George Bradley

Personal information
- Born: 29 April 1850 Derby, England
- Died: 24 April 1887 (aged 36) Litchurch, England
- Batting: Right-handed

Domestic team information
- 1875: Derbyshire
- Only FC: 9 August 1875 Derbyshire v Nottinghamshire

Career statistics
| Competition | First-class |
| Matches | 1 |
| Runs scored | 1 |
| Batting average | 0.50 |
| 100s/50s | 0/0 |
| Top score | 1 |
| Balls bowled | 28 |
| Wickets | 0 |
| Bowling average | – |
| 5 wickets in innings | – |
| 10 wickets in match | – |
| Best bowling | – |
| Catches/stumpings | 0/– |
- Source: CricketArchive, 28 December 2010

= George Bradley (cricketer) =

English cricketer

George Bradley (29 April 1850 – 24 April 1887) was an English cricketer who played for Derbyshire in 1875.
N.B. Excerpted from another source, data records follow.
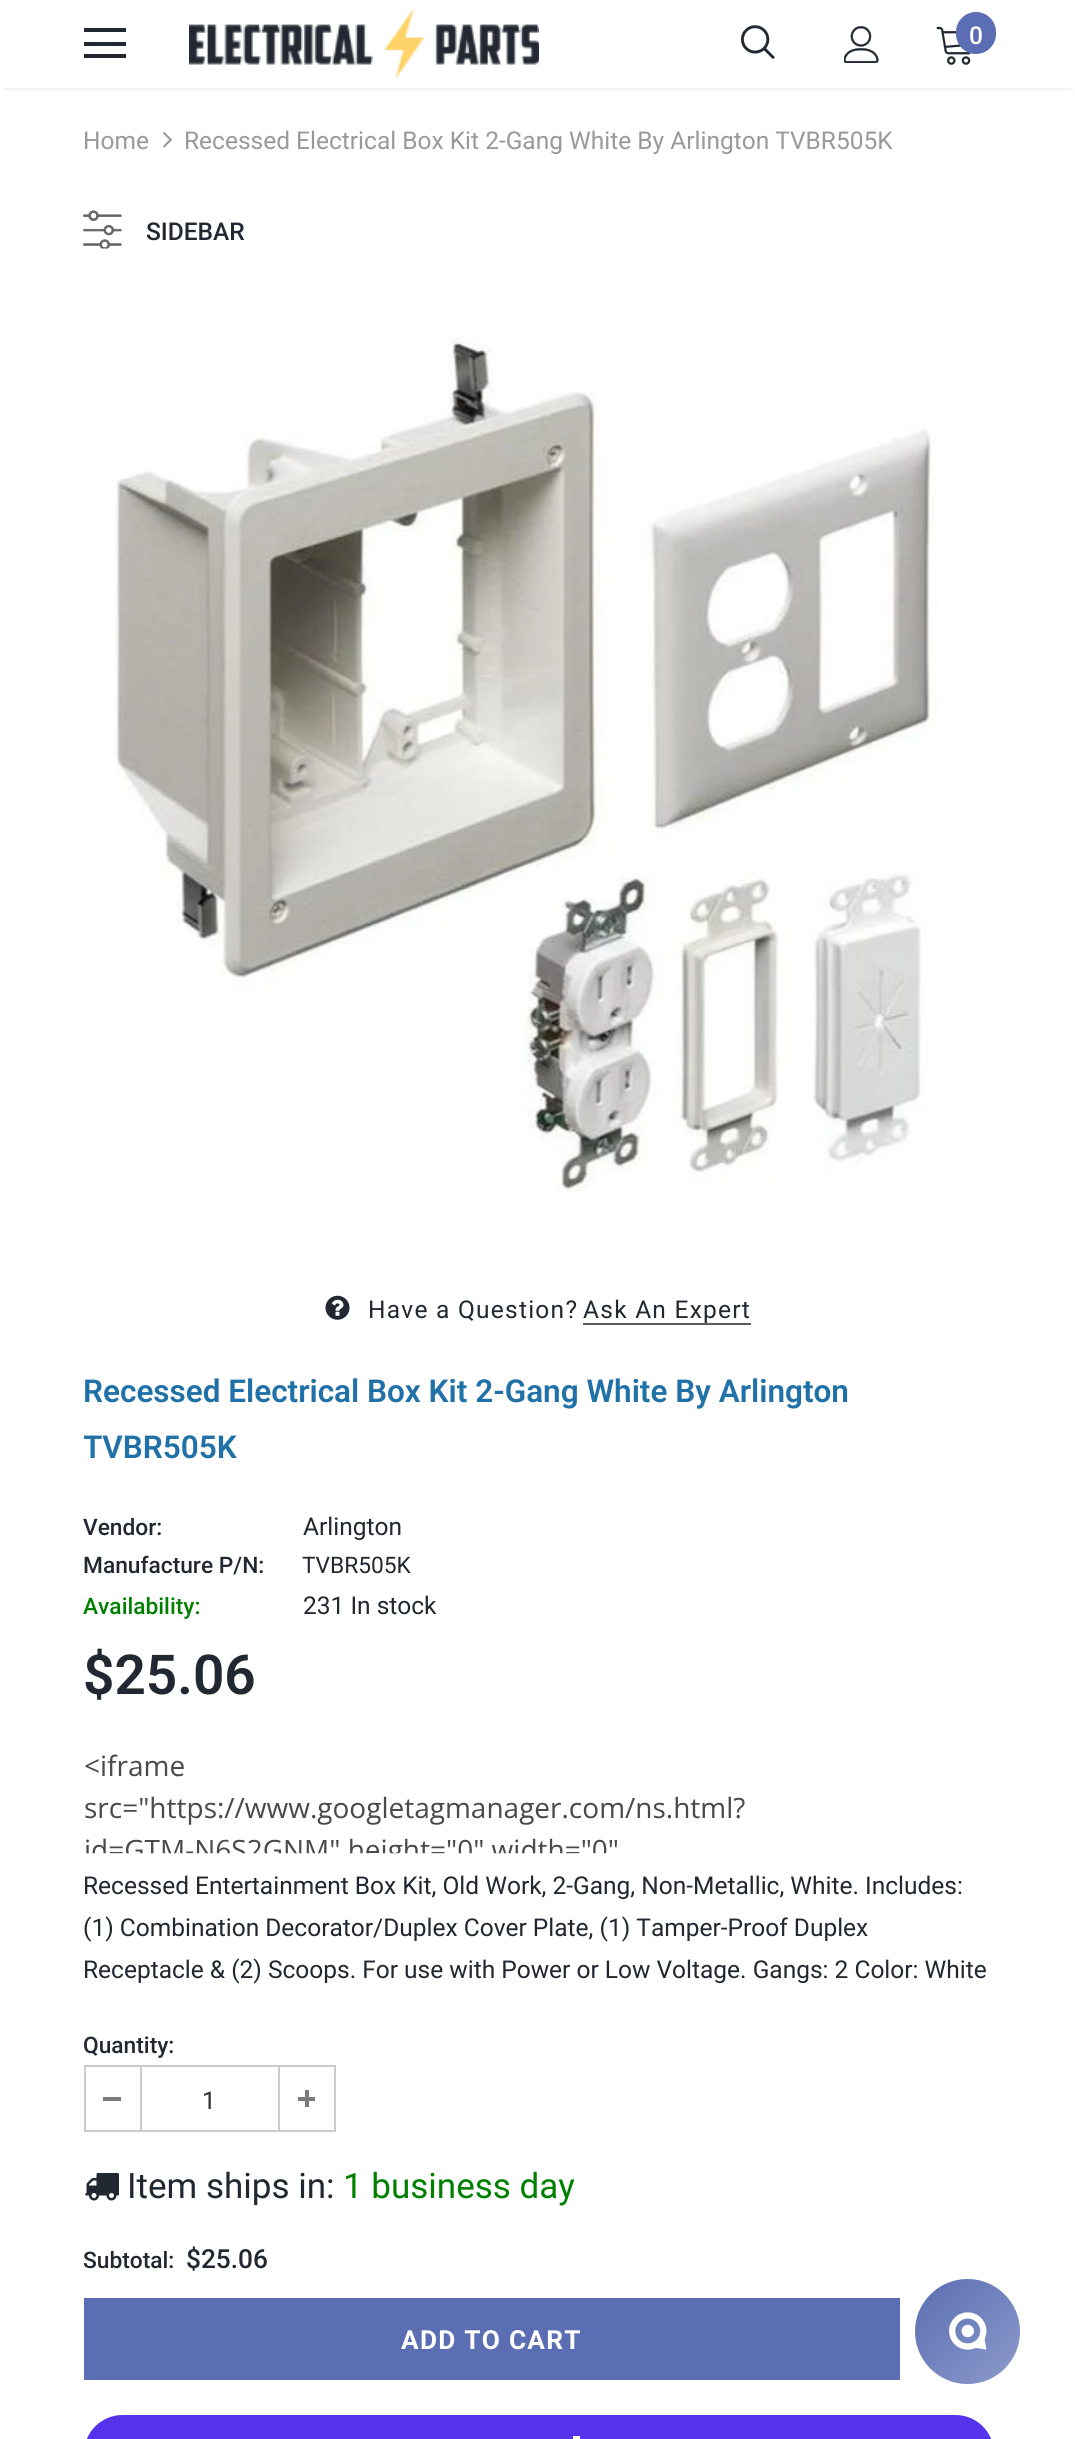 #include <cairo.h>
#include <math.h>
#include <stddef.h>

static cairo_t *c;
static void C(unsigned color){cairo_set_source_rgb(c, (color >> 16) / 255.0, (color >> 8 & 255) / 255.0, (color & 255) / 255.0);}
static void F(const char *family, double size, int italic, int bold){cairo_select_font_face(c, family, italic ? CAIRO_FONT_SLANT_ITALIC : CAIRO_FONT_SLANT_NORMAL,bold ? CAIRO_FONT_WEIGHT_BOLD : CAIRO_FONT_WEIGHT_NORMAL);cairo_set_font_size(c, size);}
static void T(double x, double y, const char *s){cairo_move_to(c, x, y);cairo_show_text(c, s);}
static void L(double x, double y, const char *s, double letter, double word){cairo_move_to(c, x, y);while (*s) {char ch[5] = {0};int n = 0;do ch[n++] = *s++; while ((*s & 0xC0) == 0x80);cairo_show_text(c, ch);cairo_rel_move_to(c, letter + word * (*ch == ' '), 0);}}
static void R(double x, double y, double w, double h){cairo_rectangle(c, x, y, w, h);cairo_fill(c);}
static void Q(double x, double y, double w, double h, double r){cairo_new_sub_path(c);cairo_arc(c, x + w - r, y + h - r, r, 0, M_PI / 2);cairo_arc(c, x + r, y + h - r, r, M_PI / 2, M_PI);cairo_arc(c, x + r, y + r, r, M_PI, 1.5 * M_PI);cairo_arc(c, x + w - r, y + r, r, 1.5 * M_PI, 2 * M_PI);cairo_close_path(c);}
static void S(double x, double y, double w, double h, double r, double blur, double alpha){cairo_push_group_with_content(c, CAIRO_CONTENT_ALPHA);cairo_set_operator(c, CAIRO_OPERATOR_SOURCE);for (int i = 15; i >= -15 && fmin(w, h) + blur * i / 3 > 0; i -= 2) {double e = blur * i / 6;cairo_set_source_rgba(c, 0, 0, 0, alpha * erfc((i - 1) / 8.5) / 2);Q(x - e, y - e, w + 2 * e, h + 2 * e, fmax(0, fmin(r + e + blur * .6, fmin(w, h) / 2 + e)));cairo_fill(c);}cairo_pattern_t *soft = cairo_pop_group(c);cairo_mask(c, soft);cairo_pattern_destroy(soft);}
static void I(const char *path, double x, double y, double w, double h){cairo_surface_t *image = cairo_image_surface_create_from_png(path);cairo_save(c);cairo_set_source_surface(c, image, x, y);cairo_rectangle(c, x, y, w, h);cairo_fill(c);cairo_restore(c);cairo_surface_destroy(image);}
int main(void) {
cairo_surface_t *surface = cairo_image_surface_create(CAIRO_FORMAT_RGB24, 1075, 2439);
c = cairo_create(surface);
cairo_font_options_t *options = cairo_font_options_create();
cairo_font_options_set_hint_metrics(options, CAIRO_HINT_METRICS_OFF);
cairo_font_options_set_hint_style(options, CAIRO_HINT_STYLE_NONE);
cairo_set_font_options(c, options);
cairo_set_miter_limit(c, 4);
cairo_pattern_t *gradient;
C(0xffffff);
cairo_paint(c);
C(0x000000);
S(5,11,1066,77,0,2.5,.12);
C(0xffffff);
R(2,8,1072,80);
C(0x222831);
R(84,28,42,4);
R(84,42,42,4);
R(84,54,42,4);
I("1.png",189,9,350,70);
I("2.png",740,25,35,34);
I("3.png",844,26,35,37);
I("4.png",936,26,35,39);
C(0x5b6eb3);
Q(956,12,40,42,20);
cairo_fill(c);
F("Roboto Medium",24.5,0,0);
C(0xffffff);
T(969,44,"0");
F("Roboto",24.5,0,0);
C(0x999999);
T(83,149,"Home");
I("5.png",163,132,9,16);
T(184,149,"Recessed Electrical Box Kit 2-Gang White By Arlington TVBR505K");
I("6.png",83,210,39,39);
F("Roboto Medium",24.5,0,0);
C(0x222831);
T(146,240,"SIDEBAR");
I("7.png",114,338,824,855);
I("8.png",325,1295,25,25);
F("Roboto",24.5,0,0);
L(368,1318,"Have a Question?",1.25,0);
L(583,1318,"Ask An Expert",1.25,0);
C(0x5a5a5a);
R(583,1323,168,2);
F("Roboto SemiBold",31.5,0,0);
C(0x2071a7);
T(83,1402,"Recessed Electrical Box Kit 2-Gang White By Arlington");
cairo_save(c);
cairo_rectangle(c,84,1363,910,112);
cairo_clip(c);
T(83,1458,"TVBR505K");
cairo_restore(c);
F("Roboto Medium",22.75,0,0);
C(0x222831);
T(83,1535,"Vendor:");
F("Roboto",24.5,0,0);
T(303,1535,"Arlington");
F("Roboto Medium",22.75,0,0);
T(83,1573,"Manufacture P/N:");
F("Roboto",22.75,0,0);
T(302,1573,"TVBR505K");
F("Roboto Medium",22.75,0,0);
C(0x008000);
T(83,1614,"Availability:");
F("Roboto",24.5,0,0);
C(0x222831);
T(303,1614,"231 In stock");
F("Roboto SemiBold",55,0,0);
T(83,1694,"$25.06");
I("9.png",85,1754,660,100);
F("Roboto",24.5,0,0);
T(83,1894,"Recessed Entertainment Box Kit, Old Work, 2-Gang, Non-Metallic, White. Includes:");
T(83,1936,"(1) Combination Decorator/Duplex Cover Plate, (1) Tamper-Proof Duplex");
T(83,1978,"Receptacle & (2) Scoops. For use with Power or Low Voltage. Gangs: 2 Color: White");
F("Roboto Medium",22.75,0,0);
T(83,2053,"Quantity:");
cairo_rectangle(c,85,2066,250,65);
C(0xcbcbcb);
cairo_stroke(c);
R(140,2067,2,63);
C(0x7b7b7b);
R(103,2097,18,4);
F("Roboto",24.5,0,0);
C(0x2d2d2d);
T(202,2109,"1");
C(0xcbcbcb);
R(278,2067,2,63);
C(0x7b7b7b);
R(298,2097,17,4);
R(305,2090,4,17);
I("10.png",85,2173,34,28);
F("Roboto",35,0,0);
C(0x222831);
T(127,2198,"Item ships in:");
C(0x008000);
T(343,2198,"1 business day");
F("Roboto Medium",22.75,0,0);
C(0x222831);
T(83,2268,"Subtotal:");
F("Roboto Medium",26.25,0,0);
T(186,2268,"$25.06");
C(0x5b6eb3);
R(84,2298,816,82);
F("Roboto",26.25,0,1);
C(0xffffff);
L(401,2349,"ADD TO CART",1.25,0);
C(0x5433eb);
Q(84,2415,910,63,38.5);
cairo_fill(c);
C(0xffffff);
R(573,2436,7,3);
C(0x5b6eb3);
cairo_arc(c,967.5,2331.5,52.5,0,2 * M_PI);
cairo_fill(c);
gradient = cairo_pattern_create_linear(1020,2384,915,2279);
cairo_pattern_add_color_stop_rgba(gradient,0,1,1,1,.3);
cairo_pattern_add_color_stop_rgba(gradient,1,1,1,1,0);
cairo_set_source(c,gradient);
cairo_pattern_destroy(gradient);
cairo_arc(c,967.5,2331.5,52.5,0,2 * M_PI);
cairo_fill(c);
I("11.png",949,2312,38,38);
cairo_surface_write_to_png(surface, "o.png");
cairo_font_options_destroy(options);
cairo_destroy(c);
cairo_surface_destroy(surface);
return 0;
}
Bradley was born in Derby and became a house painter living in Derby. He played one match for Derbyshire in the 1875 season against Nottinghamshire. Bradley was a right-handed batsman and made one run in his two innings. He was a right-arm bowler and bowled economically during the game, though he failed to take any wickets for 17 runs.

Bradley died in Litchurch, Derby shortly before his 37th birthday.